(WHAT THIS TASK INVOLVES)
Retype the records in full, keeping each character as it is.

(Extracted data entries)
==============================

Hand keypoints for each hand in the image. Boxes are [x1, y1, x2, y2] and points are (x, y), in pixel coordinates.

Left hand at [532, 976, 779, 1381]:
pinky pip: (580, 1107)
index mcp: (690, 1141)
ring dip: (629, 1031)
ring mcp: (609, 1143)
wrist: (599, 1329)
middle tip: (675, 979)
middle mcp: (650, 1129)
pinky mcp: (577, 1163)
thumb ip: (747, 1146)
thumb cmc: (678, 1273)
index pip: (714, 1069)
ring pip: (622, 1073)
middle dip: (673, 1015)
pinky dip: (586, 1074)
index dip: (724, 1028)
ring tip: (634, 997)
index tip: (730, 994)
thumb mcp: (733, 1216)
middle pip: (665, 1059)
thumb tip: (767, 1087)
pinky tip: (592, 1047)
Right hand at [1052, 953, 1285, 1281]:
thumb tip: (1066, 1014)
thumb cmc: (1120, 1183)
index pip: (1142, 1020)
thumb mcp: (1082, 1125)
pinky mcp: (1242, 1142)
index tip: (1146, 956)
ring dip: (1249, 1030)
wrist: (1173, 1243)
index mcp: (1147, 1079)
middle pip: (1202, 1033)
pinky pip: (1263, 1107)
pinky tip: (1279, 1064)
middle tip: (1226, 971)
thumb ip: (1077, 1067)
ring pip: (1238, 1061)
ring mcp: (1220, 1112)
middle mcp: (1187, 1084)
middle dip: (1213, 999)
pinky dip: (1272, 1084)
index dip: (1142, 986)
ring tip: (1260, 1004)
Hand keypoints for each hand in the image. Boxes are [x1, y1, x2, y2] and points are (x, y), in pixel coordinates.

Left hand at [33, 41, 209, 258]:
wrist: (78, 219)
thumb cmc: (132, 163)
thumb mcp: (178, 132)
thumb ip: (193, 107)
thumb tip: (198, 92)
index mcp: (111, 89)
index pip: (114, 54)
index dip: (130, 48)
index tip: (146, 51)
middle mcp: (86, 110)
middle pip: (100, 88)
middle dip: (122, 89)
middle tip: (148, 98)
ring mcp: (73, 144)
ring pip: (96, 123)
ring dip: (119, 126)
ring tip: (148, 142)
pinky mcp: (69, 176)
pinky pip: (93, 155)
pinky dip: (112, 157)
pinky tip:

==============================

(ANSWER BELOW)
Hand keypoints for each hand in the image. Boxes are [x1, y1, x2, y2] and points are (x, y), in pixel coordinates.

Left hand at [532, 976, 779, 1381]:
pinky pip: (580, 1107)
index mcp: (690, 1141)
ring dip: (629, 1031)
ring mcp: (609, 1143)
wrist: (599, 1329)
middle tip: (675, 979)
middle mcp: (650, 1129)
pinky mcp: (577, 1163)
thumb ip: (747, 1146)
thumb cmc: (678, 1273)
index pip: (714, 1069)
ring pip: (622, 1073)
middle dip: (673, 1015)
pinky dip: (586, 1074)
index dip: (724, 1028)
ring tip: (634, 997)
index tip: (730, 994)
thumb mcp: (733, 1216)
middle pip: (665, 1059)
thumb tip: (767, 1087)
pinky tip: (592, 1047)
Right hand at [1052, 953, 1285, 1281]:
thumb tip: (1066, 1014)
thumb cmc: (1120, 1183)
index pip: (1142, 1020)
thumb mcp: (1082, 1125)
pinky mcp: (1242, 1142)
index tip: (1146, 956)
ring dip: (1249, 1030)
wrist: (1173, 1243)
index mcp: (1147, 1079)
middle pip: (1202, 1033)
pinky pip: (1263, 1107)
pinky tip: (1279, 1064)
middle tip: (1226, 971)
thumb ip: (1077, 1067)
ring pip: (1238, 1061)
ring mcp: (1220, 1112)
middle mcp: (1187, 1084)
middle dip: (1213, 999)
pinky dip: (1272, 1084)
index dip: (1142, 986)
ring tip: (1260, 1004)
Hand keypoints for each hand in the image. Boxes are [x1, y1, x2, y2] and points are (x, y), in pixel coordinates.

Left hand at [33, 41, 209, 258]:
wrist: (78, 219)
thumb cmc: (132, 163)
thumb mcp: (178, 132)
thumb ip: (193, 107)
thumb tip: (198, 92)
index mcp: (111, 89)
index pip: (114, 54)
index dip: (130, 48)
index tip: (146, 51)
middle mcp: (86, 110)
middle pip: (100, 88)
middle dip: (122, 89)
middle tip: (148, 98)
ring mcp: (73, 144)
ring pip: (96, 123)
ring dip: (119, 126)
ring tip: (148, 142)
pinky mcp: (69, 176)
pinky pip: (93, 155)
pinky dip: (112, 157)
pinky tip:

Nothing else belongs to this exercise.